▶ [What to work on]: Starting with the first line of the records, write out each line exactly until you have included the line containing "Build a routing".

▶ [Supplied entries]:
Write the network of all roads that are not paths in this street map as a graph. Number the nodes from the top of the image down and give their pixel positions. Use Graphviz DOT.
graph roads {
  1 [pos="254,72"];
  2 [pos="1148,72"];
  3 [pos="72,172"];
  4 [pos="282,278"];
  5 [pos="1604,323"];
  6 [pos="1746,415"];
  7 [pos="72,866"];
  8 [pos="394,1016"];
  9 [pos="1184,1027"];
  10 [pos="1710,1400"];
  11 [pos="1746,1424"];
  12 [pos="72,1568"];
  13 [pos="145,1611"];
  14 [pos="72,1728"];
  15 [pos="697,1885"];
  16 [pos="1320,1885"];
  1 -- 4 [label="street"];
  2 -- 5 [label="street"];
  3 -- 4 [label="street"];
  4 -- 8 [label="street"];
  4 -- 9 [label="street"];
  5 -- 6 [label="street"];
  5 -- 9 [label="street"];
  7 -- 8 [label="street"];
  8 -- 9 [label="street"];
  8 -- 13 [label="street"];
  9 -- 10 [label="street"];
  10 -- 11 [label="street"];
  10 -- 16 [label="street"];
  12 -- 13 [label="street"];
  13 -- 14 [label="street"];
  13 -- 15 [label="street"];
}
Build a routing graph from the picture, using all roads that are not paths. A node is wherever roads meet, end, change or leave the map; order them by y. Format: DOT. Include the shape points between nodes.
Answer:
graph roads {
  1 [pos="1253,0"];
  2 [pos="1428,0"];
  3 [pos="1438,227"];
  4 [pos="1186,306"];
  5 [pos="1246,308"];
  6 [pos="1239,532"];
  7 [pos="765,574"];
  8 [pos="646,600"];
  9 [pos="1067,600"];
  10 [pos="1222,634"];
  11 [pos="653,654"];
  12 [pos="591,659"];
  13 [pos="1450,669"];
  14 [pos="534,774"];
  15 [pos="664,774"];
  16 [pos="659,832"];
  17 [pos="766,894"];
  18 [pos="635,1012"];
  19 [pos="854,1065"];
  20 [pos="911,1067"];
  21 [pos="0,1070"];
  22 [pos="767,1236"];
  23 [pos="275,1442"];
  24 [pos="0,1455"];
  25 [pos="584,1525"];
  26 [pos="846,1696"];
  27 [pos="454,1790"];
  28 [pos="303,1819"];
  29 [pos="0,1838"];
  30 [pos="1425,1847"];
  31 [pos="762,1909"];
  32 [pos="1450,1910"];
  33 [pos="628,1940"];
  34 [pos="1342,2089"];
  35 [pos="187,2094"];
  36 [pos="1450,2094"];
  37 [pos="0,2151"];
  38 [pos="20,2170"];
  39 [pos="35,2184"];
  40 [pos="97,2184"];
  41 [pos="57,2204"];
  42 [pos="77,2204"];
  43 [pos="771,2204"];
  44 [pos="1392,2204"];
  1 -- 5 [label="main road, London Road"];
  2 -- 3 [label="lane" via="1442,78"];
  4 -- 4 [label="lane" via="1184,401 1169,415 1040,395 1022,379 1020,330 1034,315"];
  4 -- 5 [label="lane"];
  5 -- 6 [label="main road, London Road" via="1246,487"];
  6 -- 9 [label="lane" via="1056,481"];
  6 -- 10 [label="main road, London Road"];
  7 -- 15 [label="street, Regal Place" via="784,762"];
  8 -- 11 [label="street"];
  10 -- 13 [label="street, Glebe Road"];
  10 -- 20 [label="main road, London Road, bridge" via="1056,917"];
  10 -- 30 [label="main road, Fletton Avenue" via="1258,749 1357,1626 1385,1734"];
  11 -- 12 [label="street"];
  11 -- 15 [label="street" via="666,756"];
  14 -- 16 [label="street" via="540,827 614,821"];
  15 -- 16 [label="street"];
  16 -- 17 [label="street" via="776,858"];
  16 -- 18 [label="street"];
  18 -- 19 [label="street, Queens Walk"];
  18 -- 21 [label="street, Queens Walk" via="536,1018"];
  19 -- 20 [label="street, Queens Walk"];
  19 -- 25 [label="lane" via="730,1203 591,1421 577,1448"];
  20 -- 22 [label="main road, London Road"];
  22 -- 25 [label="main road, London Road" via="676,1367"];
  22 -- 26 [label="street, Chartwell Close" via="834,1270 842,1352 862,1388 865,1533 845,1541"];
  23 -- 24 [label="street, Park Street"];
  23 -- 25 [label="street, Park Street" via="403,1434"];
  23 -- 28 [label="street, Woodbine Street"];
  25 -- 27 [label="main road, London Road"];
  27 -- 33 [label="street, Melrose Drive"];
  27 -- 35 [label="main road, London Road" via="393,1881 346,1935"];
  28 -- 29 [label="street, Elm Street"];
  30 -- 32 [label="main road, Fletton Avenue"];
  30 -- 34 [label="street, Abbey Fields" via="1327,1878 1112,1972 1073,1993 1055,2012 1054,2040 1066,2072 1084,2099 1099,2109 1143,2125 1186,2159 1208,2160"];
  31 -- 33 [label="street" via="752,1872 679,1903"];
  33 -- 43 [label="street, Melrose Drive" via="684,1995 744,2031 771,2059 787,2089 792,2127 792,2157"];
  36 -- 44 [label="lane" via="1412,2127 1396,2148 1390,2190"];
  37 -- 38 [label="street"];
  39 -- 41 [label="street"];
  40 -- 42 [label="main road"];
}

▶ [Reply to the exercise]:
Write the network of all roads that are not paths in this street map as a graph. Number the nodes from the top of the image down and give their pixel positions. Use Graphviz DOT.
graph roads {
  1 [pos="254,72"];
  2 [pos="1148,72"];
  3 [pos="72,172"];
  4 [pos="282,278"];
  5 [pos="1604,323"];
  6 [pos="1746,415"];
  7 [pos="72,866"];
  8 [pos="394,1016"];
  9 [pos="1184,1027"];
  10 [pos="1710,1400"];
  11 [pos="1746,1424"];
  12 [pos="72,1568"];
  13 [pos="145,1611"];
  14 [pos="72,1728"];
  15 [pos="697,1885"];
  16 [pos="1320,1885"];
  1 -- 4 [label="street"];
  2 -- 5 [label="street"];
  3 -- 4 [label="street"];
  4 -- 8 [label="street"];
  4 -- 9 [label="street"];
  5 -- 6 [label="street"];
  5 -- 9 [label="street"];
  7 -- 8 [label="street"];
  8 -- 9 [label="street"];
  8 -- 13 [label="street"];
  9 -- 10 [label="street"];
  10 -- 11 [label="street"];
  10 -- 16 [label="street"];
  12 -- 13 [label="street"];
  13 -- 14 [label="street"];
  13 -- 15 [label="street"];
}
Build a routing graph from the picture, using all roads that are not paths. A node is wherever roads meet, end, change or leave the map; order them by y. Format: DOT. Include the shape points between nodes.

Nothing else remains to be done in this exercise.